If you teach for a living, this article is going to feel oddly specific. The advice the rest of the internet gives desk workers (stand up every hour, take a short walk, do some stretches at your desk) doesn't quite apply to you during teaching hours, because you're already on your feet. But the absence of that advice doesn't mean teachers are off the hook. It means the hook is in a different place, and most teachers don't notice it until May.

This is a piece about the back half of a teacher's day. The part after the kids have gone home. The part where lesson planning, grading, IEPs, parent emails, and tomorrow's prep happen in long, quiet, sitting blocks. The part where the chair quietly takes back everything the standing morning gave you.

The teacher sit-pattern, the actual one

Public-health research and step counters both confirm what teachers already know: during teaching hours, an average teacher moves significantly more than an average office worker. You're walking the room, leaning over desks, kneeling next to students, gesturing at boards, navigating hallways. The numbers are real and they're in your favor.

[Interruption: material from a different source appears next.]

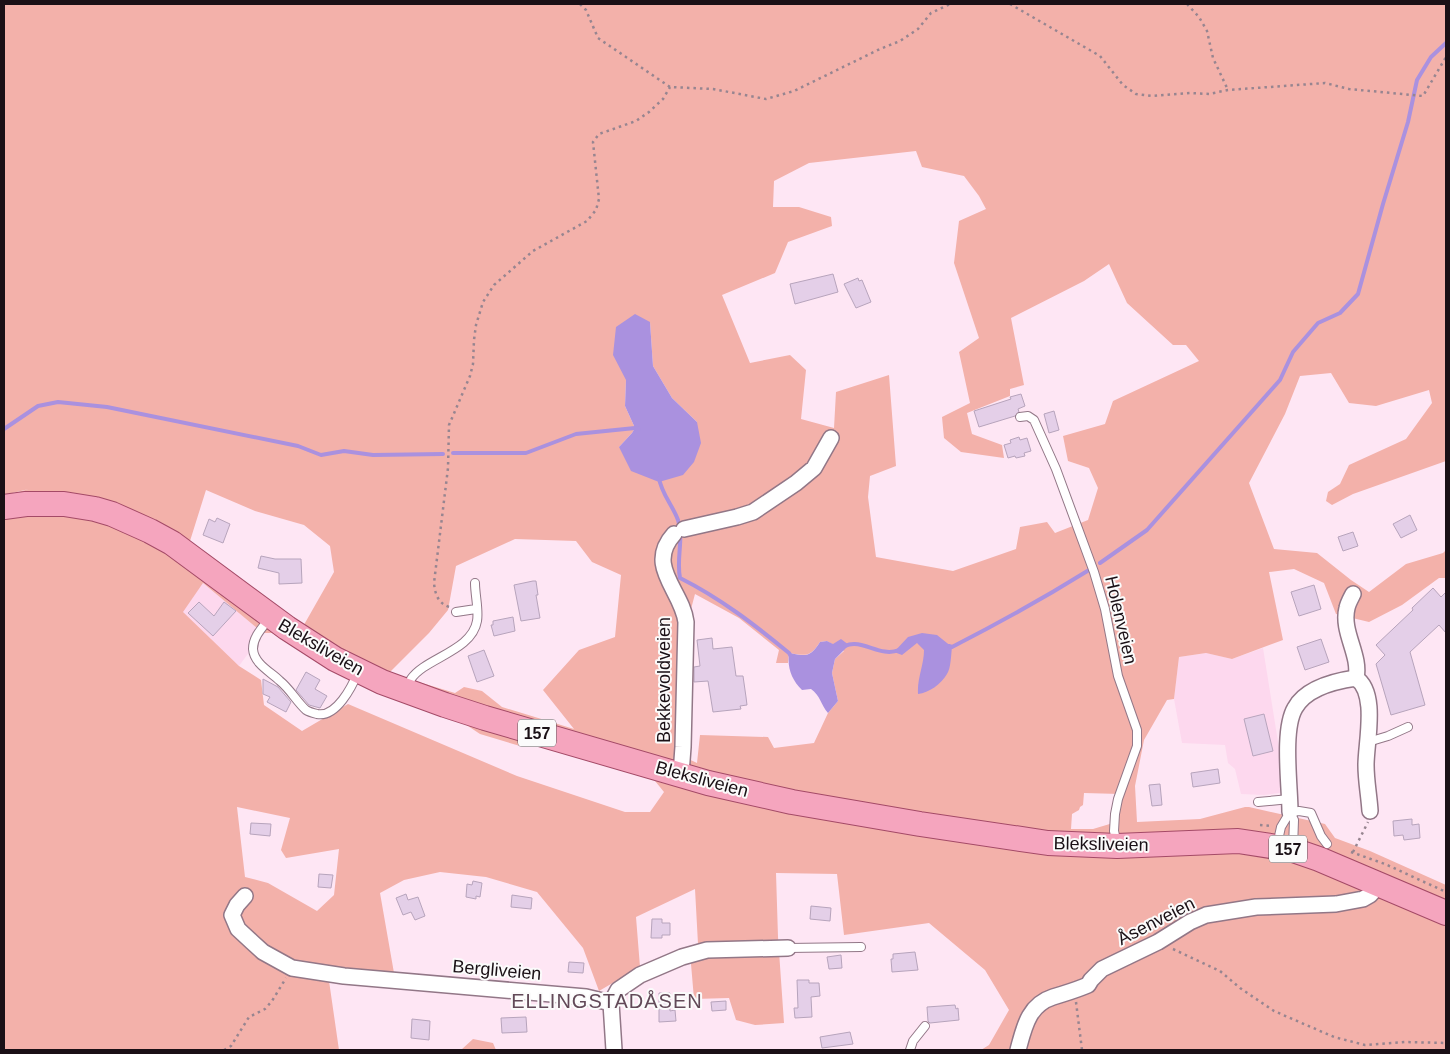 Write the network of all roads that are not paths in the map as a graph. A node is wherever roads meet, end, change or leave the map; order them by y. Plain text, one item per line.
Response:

But then the bell rings. And what happens between 3pm and 9pm tells a different story. Lesson planning at your desk for an hour. Then forty minutes of grading after dinner. Then writing the parent email you've been avoiding. Then prepping tomorrow's materials. Then logging the IEP notes that were due yesterday. By the time you close the laptop, you've sat for three to four hours without standing up.

The teaching day gave your body a break in the morning and took it all back in the evening. Multiply that by 180 school days, plus summer curriculum work, plus weekend prep, and you get the lower-back complaint that most teachers carry by their fifth year. It isn't the teaching that does the damage. It's the desk between teachings.

Five patterns we see in working teachers

1. The 5pm planning slump.

You sat down at 3:30pm with the best intentions. It's now 5:45pm and you've graded twelve essays without standing up. Your lower back is sending the same signal it does every weeknight, and tomorrow it will be louder.

2. The Sunday-evening prep crash.

Sunday afternoon prep starts well. By the third hour you're working through dinner. By the fourth hour your neck has fully cooked. Monday morning teaches itself, but your body isn't sure it can come along.

3. The summer paradox.

Summer is supposedly your break. In practice, it's curriculum design, professional development, syllabus updates, and the long unstructured computer time that nobody warned you about. The week before school starts is the worst sit-week of your year, and you barely notice because you're stressed.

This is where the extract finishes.